# Good light beer?



## Schecter30 (Dec 12, 2006)

I like a dark porter or stout with lots of taste. I have yet to find a lighter beer that isn't watery tasting and that I can really enjoy. But with the summer on the way, and I'll admit the growing beer gut!, I really want to find a beer not as dark but still has some great taste! Any reccomendations?


----------



## volfan (Jul 15, 2006)

Shiner light is quite nice. Give that a try.

scottie


----------



## JPH (Jun 30, 2006)

Never had a light beer I liked to be honest..I had high hopes for Sam Adams Light... but in comparison to regular Sam....baahhh... can't do it...life's too short....drink strong beer.


----------



## Tripp (Nov 27, 2006)

The only light beer I've ever even liked is Mich Ultra.... but it can't stand up to real beer.


----------



## BostonBull (Mar 6, 2007)

Sam Light
Heineken Light

Those are the only two light beers that ill drink!


----------



## mikey202 (Dec 29, 2005)

I think Sam Adams light is the best light beer I've ever had. If I had to drink a beer, my first choice wouldn't be a light beer. As a matter of fact, I'm drinkin' a Sam Adams light right now.

But in my fridge I have Sam Adams Lager, My Homebrew( a nut brown Ale), Rogue's Dead Guy Ale and yes, 2 cans of Bud Light:tg .I usually wouldn't have such a vast amount of choices, but i just had an NFL Draft party.

Sam Adams Light just has a better flavor than the other light beers, IMO.:al


----------



## King James (Dec 18, 2005)

Miller LITE woohoo! Go Milwaukee!


----------



## croatan (Mar 23, 2005)

volfan said:


> Shiner light is quite nice. Give that a try.
> 
> scottie


Yup. Drinking one right now.


----------



## Cigar Lover 101 (Mar 6, 2007)

Corona is pretty light.

Corona Light is also a possibilty although I hear Corona Light tastes watered down. 

Just an idea.

To be honest I'm not much into light beer.

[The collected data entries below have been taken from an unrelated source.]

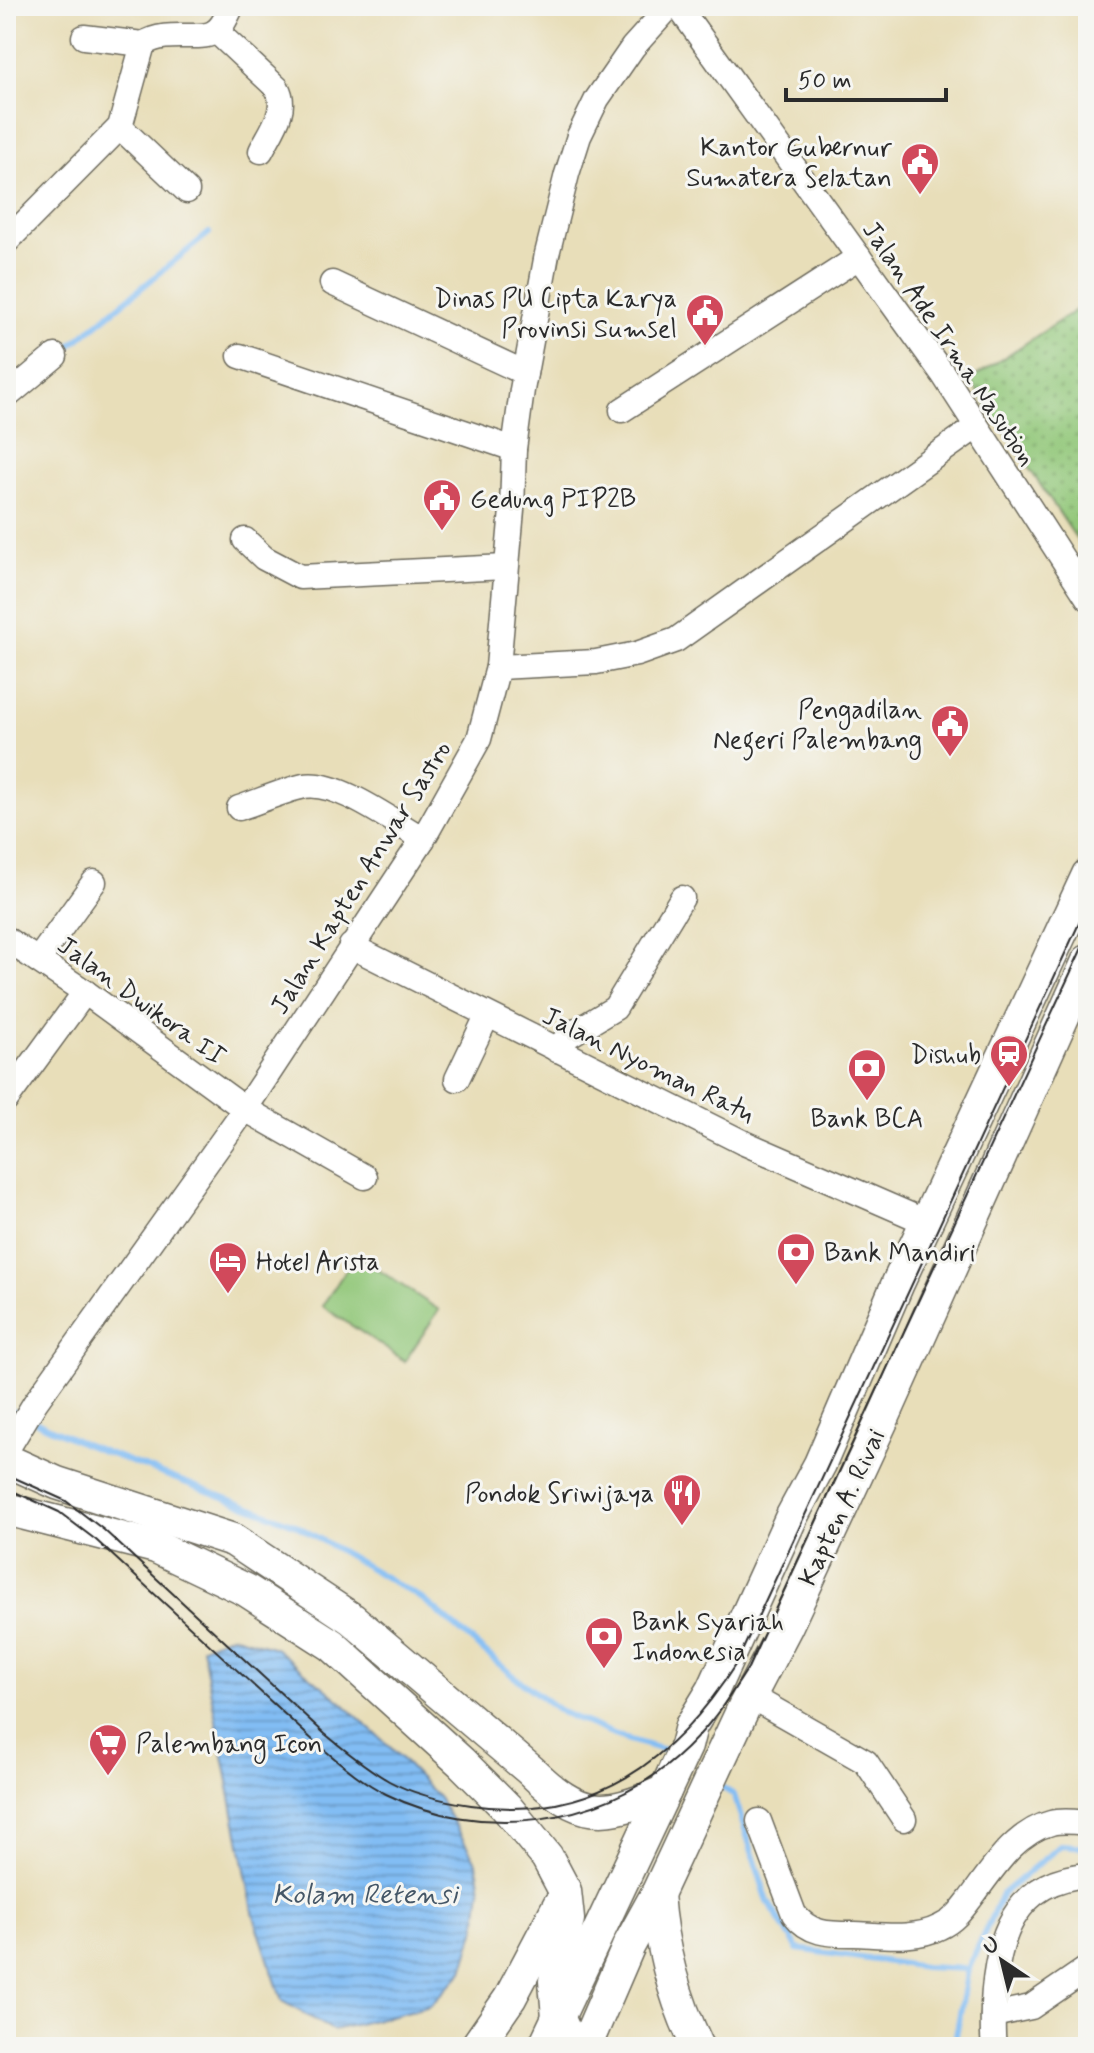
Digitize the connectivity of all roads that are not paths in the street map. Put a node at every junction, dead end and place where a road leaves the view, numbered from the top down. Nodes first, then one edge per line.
1 (232, 6) edge
2 (670, 6) edge
3 (678, 6) edge
4 (216, 31) junction
5 (84, 37) dead end
6 (143, 44) junction
7 (120, 127) junction
8 (261, 151) dead end
9 (187, 191) dead end
10 (6, 242) edge
11 (859, 257) junction
12 (332, 283) dead end
13 (55, 356) dead end
14 (240, 356) dead end
15 (525, 373) junction
16 (6, 397) edge
17 (622, 410) dead end
18 (976, 427) junction
19 (514, 449) junction
20 (245, 540) dead end
21 (506, 567) junction
22 (1088, 598) edge
23 (498, 667) junction
24 (239, 808) dead end
25 (423, 839) junction
26 (1088, 875) edge
27 (94, 882) dead end
28 (682, 898) dead end
29 (6, 939) edge
30 (351, 946) junction
31 (38, 960) junction
32 (1088, 961) edge
33 (85, 992) junction
34 (487, 1016) junction
35 (557, 1050) junction
36 (457, 1079) dead end
37 (6, 1100) edge
38 (245, 1109) junction
39 (365, 1177) dead end
40 (926, 1222) junction
41 (8, 1451) edge
42 (6, 1509) edge
43 (246, 1590) junction
44 (352, 1619) junction
45 (750, 1696) junction
46 (497, 1741) junction
47 (673, 1775) junction
48 (506, 1807) junction
49 (904, 1819) dead end
50 (759, 1821) dead end
51 (1088, 1823) edge
52 (1088, 1875) edge
53 (565, 1891) junction
54 (657, 1894) junction
55 (1088, 1968) edge
56 (993, 2015) junction
57 (558, 2017) junction
58 (476, 2047) edge
59 (544, 2047) edge
60 (572, 2047) edge
61 (585, 2047) edge
62 (698, 2047) edge
63 (994, 2047) edge

1 - 4 street
2 - 15 street, Jalan Kapten Anwar Sastro
3 - 11 street, Jalan Ade Irma Nasution
4 - 6 street
4 - 8 street
5 - 6 street
6 - 7 street
7 - 9 street
7 - 10 street
11 - 17 street
11 - 18 street, Jalan Ade Irma Nasution
12 - 15 street
13 - 16 street
14 - 19 street
15 - 19 street, Jalan Kapten Anwar Sastro
18 - 22 street, Jalan Ade Irma Nasution
18 - 23 street
19 - 21 street, Jalan Kapten Anwar Sastro
20 - 21 street
21 - 23 street, Jalan Kapten Anwar Sastro
23 - 25 street, Jalan Kapten Anwar Sastro
24 - 25 street
25 - 30 street, Jalan Kapten Anwar Sastro
26 - 40 main road, Kapten A. Rivai
27 - 31 street
28 - 35 street
29 - 31 street, Jalan Dwikora II
30 - 34 street, Jalan Nyoman Ratu
30 - 38 street, Jalan Kapten Anwar Sastro
31 - 33 street, Jalan Dwikora II
32 - 45 main road, Kapten A. Rivai
33 - 37 street
33 - 38 street, Jalan Dwikora II
34 - 35 street, Jalan Nyoman Ratu
34 - 36 street
35 - 40 street, Jalan Nyoman Ratu
38 - 39 street, Jalan Dwikora II
38 - 41 street, Jalan Kapten Anwar Sastro
40 - 47 main road, Kapten A. Rivai
41 - 44 main road
42 - 43 main road
43 - 44 main road
43 - 48 main road
44 - 46 main road
45 - 49 street
45 - 54 main road, Kapten A. Rivai
46 - 47 main road
46 - 48 main road
47 - 57 main road, Kapten A. Rivai
48 - 53 main road
50 - 51 street
52 - 56 street
53 - 57 main road
53 - 58 main road
54 - 61 main road, Kapten A. Rivai
54 - 62 main road
55 - 56 street
56 - 63 street
57 - 59 main road, Kapten A. Rivai
57 - 60 main road

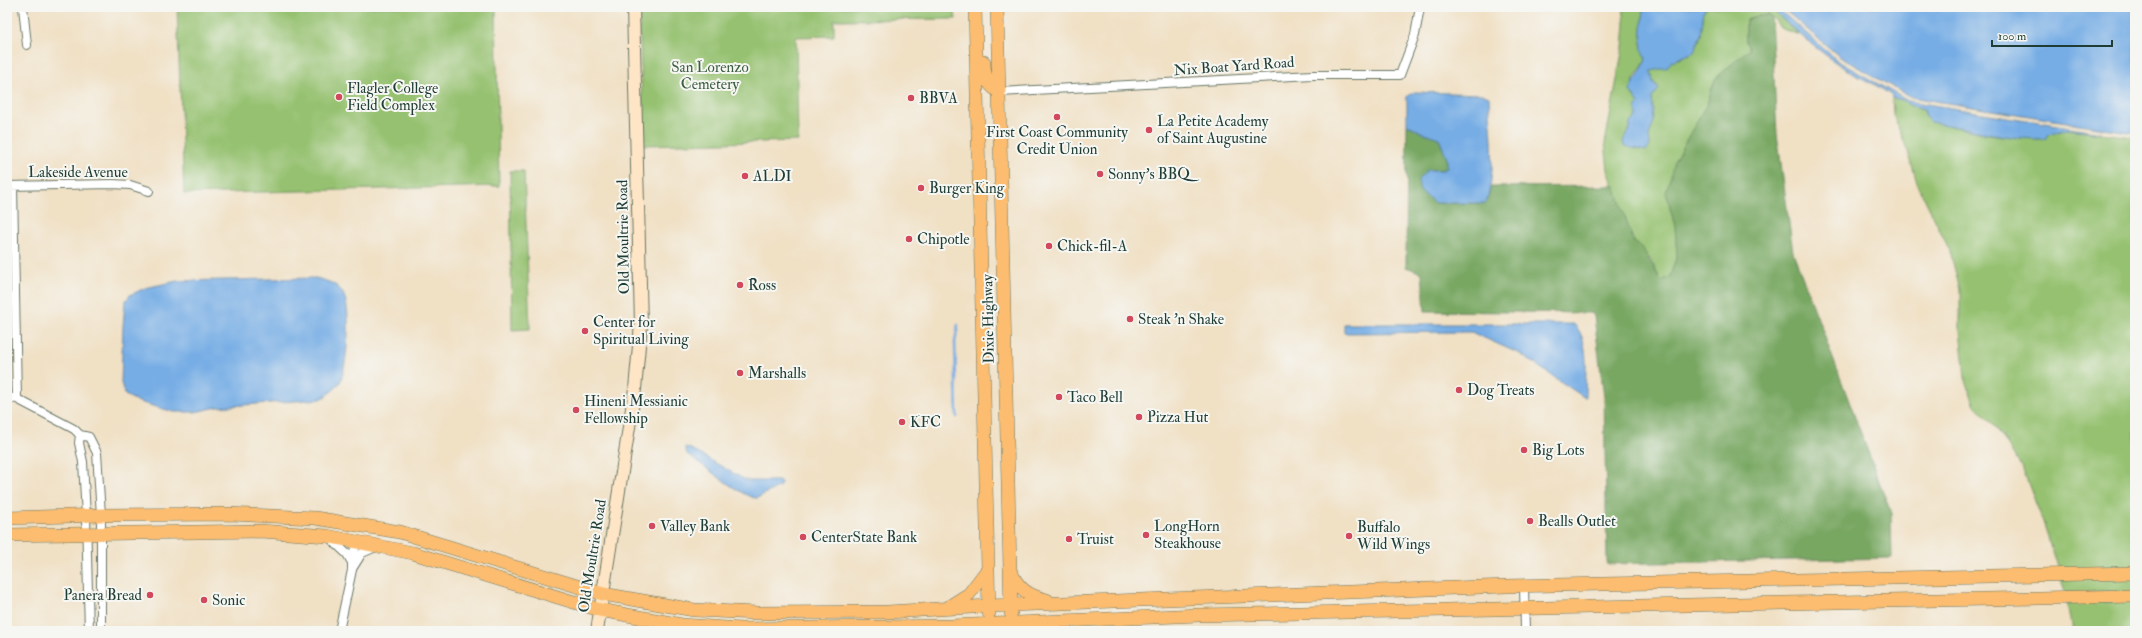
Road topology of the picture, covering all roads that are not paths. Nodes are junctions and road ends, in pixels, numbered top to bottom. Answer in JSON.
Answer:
{"nodes":[{"id":1,"x":23,"y":7,"type":"edge"},
{"id":2,"x":633,"y":7,"type":"edge"},
{"id":3,"x":975,"y":7,"type":"edge"},
{"id":4,"x":980,"y":7,"type":"edge"},
{"id":5,"x":991,"y":7,"type":"edge"},
{"id":6,"x":997,"y":7,"type":"edge"},
{"id":7,"x":1420,"y":7,"type":"edge"},
{"id":8,"x":998,"y":39,"type":"junction"},
{"id":9,"x":26,"y":45,"type":"dead end"},
{"id":10,"x":999,"y":92,"type":"junction"},
{"id":11,"x":982,"y":97,"type":"junction"},
{"id":12,"x":978,"y":115,"type":"junction"},
{"id":13,"x":10,"y":186,"type":"edge"},
{"id":14,"x":149,"y":191,"type":"dead end"},
{"id":15,"x":1003,"y":254,"type":"junction"},
{"id":16,"x":7,"y":397,"type":"edge"},
{"id":17,"x":17,"y":400,"type":"junction"},
{"id":18,"x":80,"y":435,"type":"junction"},
{"id":19,"x":101,"y":515,"type":"junction"},
{"id":20,"x":86,"y":516,"type":"junction"},
{"id":21,"x":7,"y":518,"type":"edge"},
{"id":22,"x":102,"y":532,"type":"junction"},
{"id":23,"x":400,"y":532,"type":"junction"},
{"id":24,"x":87,"y":533,"type":"junction"},
{"id":25,"x":7,"y":535,"type":"edge"},
{"id":26,"x":327,"y":536,"type":"junction"},
{"id":27,"x":359,"y":541,"type":"junction"},
{"id":28,"x":381,"y":545,"type":"junction"},
{"id":29,"x":351,"y":566,"type":"junction"},
{"id":30,"x":988,"y":569,"type":"junction"},
{"id":31,"x":1010,"y":569,"type":"junction"},
{"id":32,"x":2135,"y":572,"type":"edge"},
{"id":33,"x":1524,"y":586,"type":"junction"},
{"id":34,"x":602,"y":594,"type":"junction"},
{"id":35,"x":1248,"y":595,"type":"junction"},
{"id":36,"x":2135,"y":596,"type":"edge"},
{"id":37,"x":1058,"y":604,"type":"junction"},
{"id":38,"x":1011,"y":605,"type":"junction"},
{"id":39,"x":988,"y":606,"type":"junction"},
{"id":40,"x":942,"y":608,"type":"junction"},
{"id":41,"x":1525,"y":609,"type":"junction"},
{"id":42,"x":600,"y":610,"type":"junction"},
{"id":43,"x":791,"y":613,"type":"junction"},
{"id":44,"x":1199,"y":615,"type":"junction"},
{"id":45,"x":1046,"y":623,"type":"junction"},
{"id":46,"x":1012,"y":627,"type":"edge"},
{"id":47,"x":989,"y":628,"type":"edge"},
{"id":48,"x":955,"y":629,"type":"edge"},
{"id":49,"x":791,"y":630,"type":"junction"},
{"id":50,"x":89,"y":631,"type":"edge"},
{"id":51,"x":100,"y":631,"type":"edge"},
{"id":52,"x":339,"y":631,"type":"edge"},
{"id":53,"x":597,"y":631,"type":"edge"},
{"id":54,"x":1031,"y":631,"type":"edge"},
{"id":55,"x":1525,"y":631,"type":"edge"}],
"edges":[{"from":1,"to":9,"type":"street"},
{"from":2,"to":34,"type":"main road","name":"Old Moultrie Road"},
{"from":3,"to":12,"type":"main road","name":"Dixie Highway"},
{"from":4,"to":10,"type":"main road"},
{"from":5,"to":8,"type":"main road"},
{"from":6,"to":8,"type":"main road","name":"Dixie Highway"},
{"from":7,"to":10,"type":"street","name":"Nix Boat Yard Road"},
{"from":8,"to":10,"type":"main road","name":"Dixie Highway"},
{"from":10,"to":11,"type":"main road"},
{"from":10,"to":15,"type":"main road","name":"Dixie Highway"},
{"from":11,"to":12,"type":"main road"},
{"from":11,"to":15,"type":"main road"},
{"from":12,"to":30,"type":"main road","name":"Dixie Highway"},
{"from":13,"to":14,"type":"street","name":"Lakeside Avenue"},
{"from":13,"to":17,"type":"street"},
{"from":15,"to":31,"type":"main road","name":"Dixie Highway"},
{"from":16,"to":17,"type":"street"},
{"from":17,"to":18,"type":"street"},
{"from":18,"to":19,"type":"street"},
{"from":18,"to":20,"type":"street"},
{"from":19,"to":20,"type":"main road"},
{"from":19,"to":22,"type":"street"},
{"from":19,"to":23,"type":"main road"},
{"from":20,"to":21,"type":"main road"},
{"from":20,"to":24,"type":"street"},
{"from":22,"to":24,"type":"main road"},
{"from":22,"to":26,"type":"main road"},
{"from":22,"to":51,"type":"street"},
{"from":23,"to":27,"type":"main road"},
{"from":23,"to":34,"type":"main road"},
{"from":24,"to":25,"type":"main road"},
{"from":24,"to":50,"type":"street"},
{"from":26,"to":27,"type":"main road"},
{"from":26,"to":29,"type":"street"},
{"from":27,"to":28,"type":"main road"},
{"from":27,"to":29,"type":"street"},
{"from":28,"to":29,"type":"street"},
{"from":28,"to":42,"type":"main road"},
{"from":29,"to":52,"type":"street"},
{"from":30,"to":39,"type":"main road","name":"Dixie Highway"},
{"from":30,"to":40,"type":"main road"},
{"from":31,"to":37,"type":"main road"},
{"from":31,"to":38,"type":"main road","name":"Dixie Highway"},
{"from":32,"to":33,"type":"main road"},
{"from":33,"to":35,"type":"main road"},
{"from":33,"to":41,"type":"street"},
{"from":34,"to":42,"type":"main road","name":"Old Moultrie Road"},
{"from":34,"to":43,"type":"main road"},
{"from":35,"to":37,"type":"main road"},
{"from":35,"to":44,"type":"main road"},
{"from":36,"to":41,"type":"main road"},
{"from":37,"to":38,"type":"main road"},
{"from":38,"to":39,"type":"main road"},
{"from":38,"to":46,"type":"main road","name":"Dixie Highway"},
{"from":39,"to":40,"type":"main road"},
{"from":39,"to":47,"type":"main road","name":"Dixie Highway"},
{"from":40,"to":43,"type":"main road"},
{"from":41,"to":44,"type":"main road"},
{"from":41,"to":55,"type":"street"},
{"from":42,"to":49,"type":"main road"},
{"from":42,"to":53,"type":"main road","name":"Old Moultrie Road"},
{"from":43,"to":49,"type":"main road"},
{"from":44,"to":45,"type":"main road"},
{"from":45,"to":46,"type":"main road"},
{"from":45,"to":54,"type":"main road"},
{"from":46,"to":47,"type":"main road"},
{"from":47,"to":48,"type":"main road"},
{"from":48,"to":49,"type":"main road"}]}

The only one I'll have once in a while is Cooler's Light.


----------



## muziq (Mar 14, 2005)

Not actually "lite" or "light" beers, but my fav lighter beers include:

*Stella Artois
*Pacifico & Sol
*Unibroue's Blanche de Chambly & Seigneuriale
*Steinlager

Those will pack on the pounds a tad slower than, say, Young's Double Chocolate Stout :tu


----------



## smokehouse (Jan 31, 2007)

Bud Light is far the best light beer i have had.


----------



## SmokeyJoe (Oct 3, 2006)

Amstel Light is not so bad... but you will still know its a light beer. :al


----------



## txmatt (May 22, 2004)

*Hefeweizen* is great variety in the summer. Saint Arnold Lawnmower, Bell's Oberon, Sierra Nevada Summerfest, etc. etc.

There are plenty of GOOD beer choices that are lighter and thirst quenching without being watered down in flavor.

You know how light beer is like having sex in a boat?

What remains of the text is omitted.